_Aim of the exercise_
First find the line with "Turn all roads" in the entries below, then set down exactly every line through the line with "Which roads connect", that line included.

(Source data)
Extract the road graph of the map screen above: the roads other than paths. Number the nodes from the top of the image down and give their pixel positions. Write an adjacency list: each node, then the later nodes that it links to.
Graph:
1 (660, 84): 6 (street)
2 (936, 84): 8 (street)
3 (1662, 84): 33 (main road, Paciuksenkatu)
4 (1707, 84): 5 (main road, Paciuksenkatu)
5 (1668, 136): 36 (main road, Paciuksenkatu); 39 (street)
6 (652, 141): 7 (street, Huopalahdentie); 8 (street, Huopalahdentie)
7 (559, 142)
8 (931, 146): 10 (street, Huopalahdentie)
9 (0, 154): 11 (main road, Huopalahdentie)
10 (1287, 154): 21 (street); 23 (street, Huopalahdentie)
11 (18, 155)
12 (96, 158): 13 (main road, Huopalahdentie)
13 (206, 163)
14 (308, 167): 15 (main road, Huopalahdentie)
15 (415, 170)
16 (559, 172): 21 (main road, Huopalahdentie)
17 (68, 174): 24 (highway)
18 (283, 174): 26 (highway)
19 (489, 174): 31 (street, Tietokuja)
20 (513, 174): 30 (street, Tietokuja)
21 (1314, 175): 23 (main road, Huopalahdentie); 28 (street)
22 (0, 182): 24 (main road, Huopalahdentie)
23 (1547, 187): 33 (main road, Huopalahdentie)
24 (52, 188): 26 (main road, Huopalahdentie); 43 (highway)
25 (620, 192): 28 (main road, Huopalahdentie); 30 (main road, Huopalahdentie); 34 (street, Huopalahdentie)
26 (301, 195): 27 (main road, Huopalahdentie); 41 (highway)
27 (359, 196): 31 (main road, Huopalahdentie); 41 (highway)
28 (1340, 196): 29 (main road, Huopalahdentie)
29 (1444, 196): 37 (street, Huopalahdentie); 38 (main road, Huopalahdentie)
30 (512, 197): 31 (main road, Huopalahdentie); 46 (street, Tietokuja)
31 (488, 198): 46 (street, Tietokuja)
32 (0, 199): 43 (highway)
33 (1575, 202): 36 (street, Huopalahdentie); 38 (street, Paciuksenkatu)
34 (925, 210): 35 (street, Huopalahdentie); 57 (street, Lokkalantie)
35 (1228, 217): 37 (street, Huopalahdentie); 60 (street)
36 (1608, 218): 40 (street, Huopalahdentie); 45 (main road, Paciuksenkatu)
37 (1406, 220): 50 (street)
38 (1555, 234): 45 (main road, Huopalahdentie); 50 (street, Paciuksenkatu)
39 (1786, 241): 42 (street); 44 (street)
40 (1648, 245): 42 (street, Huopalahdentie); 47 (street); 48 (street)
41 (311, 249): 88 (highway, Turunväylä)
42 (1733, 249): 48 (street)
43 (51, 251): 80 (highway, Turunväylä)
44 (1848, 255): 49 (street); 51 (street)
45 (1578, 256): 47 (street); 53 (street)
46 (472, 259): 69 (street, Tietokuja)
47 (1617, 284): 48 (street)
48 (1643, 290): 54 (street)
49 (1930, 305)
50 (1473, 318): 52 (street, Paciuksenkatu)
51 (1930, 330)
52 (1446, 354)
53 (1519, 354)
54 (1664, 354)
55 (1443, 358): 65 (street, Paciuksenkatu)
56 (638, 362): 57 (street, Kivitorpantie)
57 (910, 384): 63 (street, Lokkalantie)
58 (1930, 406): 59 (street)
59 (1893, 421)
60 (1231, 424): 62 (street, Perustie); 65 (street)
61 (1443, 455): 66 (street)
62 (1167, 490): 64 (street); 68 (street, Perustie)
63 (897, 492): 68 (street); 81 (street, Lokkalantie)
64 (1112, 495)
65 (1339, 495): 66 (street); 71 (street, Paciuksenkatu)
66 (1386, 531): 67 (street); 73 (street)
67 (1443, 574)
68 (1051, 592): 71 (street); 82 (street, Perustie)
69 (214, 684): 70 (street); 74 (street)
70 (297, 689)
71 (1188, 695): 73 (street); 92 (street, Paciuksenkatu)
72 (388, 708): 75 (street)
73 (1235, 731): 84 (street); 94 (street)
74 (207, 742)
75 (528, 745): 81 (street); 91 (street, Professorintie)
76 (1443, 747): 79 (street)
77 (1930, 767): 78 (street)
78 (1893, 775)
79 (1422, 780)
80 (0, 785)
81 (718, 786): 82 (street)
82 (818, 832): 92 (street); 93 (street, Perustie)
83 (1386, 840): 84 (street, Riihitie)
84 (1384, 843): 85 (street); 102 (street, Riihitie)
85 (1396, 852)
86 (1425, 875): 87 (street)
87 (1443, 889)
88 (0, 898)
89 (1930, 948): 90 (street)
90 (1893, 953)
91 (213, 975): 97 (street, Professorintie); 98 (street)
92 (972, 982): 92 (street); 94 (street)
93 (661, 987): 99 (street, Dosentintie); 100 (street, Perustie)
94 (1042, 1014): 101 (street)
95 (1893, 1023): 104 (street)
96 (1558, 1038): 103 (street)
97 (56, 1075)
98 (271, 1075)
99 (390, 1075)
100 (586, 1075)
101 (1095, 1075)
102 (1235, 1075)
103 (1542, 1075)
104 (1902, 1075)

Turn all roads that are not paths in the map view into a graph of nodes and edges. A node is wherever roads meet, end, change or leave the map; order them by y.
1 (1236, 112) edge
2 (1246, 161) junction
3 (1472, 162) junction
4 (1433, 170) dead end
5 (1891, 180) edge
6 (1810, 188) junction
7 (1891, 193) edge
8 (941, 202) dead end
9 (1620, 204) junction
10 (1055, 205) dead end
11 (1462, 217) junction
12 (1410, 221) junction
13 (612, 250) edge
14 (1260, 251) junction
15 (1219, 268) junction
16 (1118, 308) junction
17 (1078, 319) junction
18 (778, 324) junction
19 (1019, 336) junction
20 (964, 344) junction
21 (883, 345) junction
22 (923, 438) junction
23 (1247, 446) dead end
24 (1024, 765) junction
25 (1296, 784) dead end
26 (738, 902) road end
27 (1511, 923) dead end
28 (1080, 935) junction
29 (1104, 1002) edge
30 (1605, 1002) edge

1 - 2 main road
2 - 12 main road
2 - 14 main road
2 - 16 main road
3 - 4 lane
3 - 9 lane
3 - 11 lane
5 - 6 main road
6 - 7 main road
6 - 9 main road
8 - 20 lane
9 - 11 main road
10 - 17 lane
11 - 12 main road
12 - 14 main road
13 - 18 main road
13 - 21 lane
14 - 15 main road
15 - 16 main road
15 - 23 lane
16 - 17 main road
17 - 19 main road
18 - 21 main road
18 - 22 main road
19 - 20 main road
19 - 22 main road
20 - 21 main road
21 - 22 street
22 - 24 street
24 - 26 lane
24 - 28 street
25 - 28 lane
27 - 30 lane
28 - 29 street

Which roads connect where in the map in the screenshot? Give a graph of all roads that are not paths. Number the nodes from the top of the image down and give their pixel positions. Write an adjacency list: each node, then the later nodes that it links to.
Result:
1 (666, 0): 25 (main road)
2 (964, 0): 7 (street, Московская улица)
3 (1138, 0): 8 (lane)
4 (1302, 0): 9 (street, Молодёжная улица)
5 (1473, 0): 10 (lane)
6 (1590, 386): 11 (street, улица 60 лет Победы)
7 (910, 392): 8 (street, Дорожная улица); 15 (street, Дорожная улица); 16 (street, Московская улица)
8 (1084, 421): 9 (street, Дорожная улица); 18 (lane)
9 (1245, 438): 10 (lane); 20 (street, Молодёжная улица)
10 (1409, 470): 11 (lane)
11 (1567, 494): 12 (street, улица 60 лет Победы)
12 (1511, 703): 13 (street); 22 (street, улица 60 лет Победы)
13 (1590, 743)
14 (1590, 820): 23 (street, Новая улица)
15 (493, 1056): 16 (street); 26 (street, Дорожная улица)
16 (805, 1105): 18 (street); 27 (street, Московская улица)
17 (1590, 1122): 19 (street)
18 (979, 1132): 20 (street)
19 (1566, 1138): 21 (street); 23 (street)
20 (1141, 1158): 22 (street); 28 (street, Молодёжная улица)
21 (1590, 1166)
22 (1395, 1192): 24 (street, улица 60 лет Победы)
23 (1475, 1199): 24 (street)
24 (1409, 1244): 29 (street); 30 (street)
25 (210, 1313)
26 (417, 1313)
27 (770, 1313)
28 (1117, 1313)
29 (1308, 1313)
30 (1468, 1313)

_Expected answer_
Turn all roads that are not paths in the map view into a graph of nodes and edges. A node is wherever roads meet, end, change or leave the map; order them by y.
1 (1236, 112) edge
2 (1246, 161) junction
3 (1472, 162) junction
4 (1433, 170) dead end
5 (1891, 180) edge
6 (1810, 188) junction
7 (1891, 193) edge
8 (941, 202) dead end
9 (1620, 204) junction
10 (1055, 205) dead end
11 (1462, 217) junction
12 (1410, 221) junction
13 (612, 250) edge
14 (1260, 251) junction
15 (1219, 268) junction
16 (1118, 308) junction
17 (1078, 319) junction
18 (778, 324) junction
19 (1019, 336) junction
20 (964, 344) junction
21 (883, 345) junction
22 (923, 438) junction
23 (1247, 446) dead end
24 (1024, 765) junction
25 (1296, 784) dead end
26 (738, 902) road end
27 (1511, 923) dead end
28 (1080, 935) junction
29 (1104, 1002) edge
30 (1605, 1002) edge

1 - 2 main road
2 - 12 main road
2 - 14 main road
2 - 16 main road
3 - 4 lane
3 - 9 lane
3 - 11 lane
5 - 6 main road
6 - 7 main road
6 - 9 main road
8 - 20 lane
9 - 11 main road
10 - 17 lane
11 - 12 main road
12 - 14 main road
13 - 18 main road
13 - 21 lane
14 - 15 main road
15 - 16 main road
15 - 23 lane
16 - 17 main road
17 - 19 main road
18 - 21 main road
18 - 22 main road
19 - 20 main road
19 - 22 main road
20 - 21 main road
21 - 22 street
22 - 24 street
24 - 26 lane
24 - 28 street
25 - 28 lane
27 - 30 lane
28 - 29 street

Which roads connect where in the map in the screenshot? Give a graph of all roads that are not paths. Number the nodes from the top of the image down and give their pixel positions. Write an adjacency list: each node, then the later nodes that it links to.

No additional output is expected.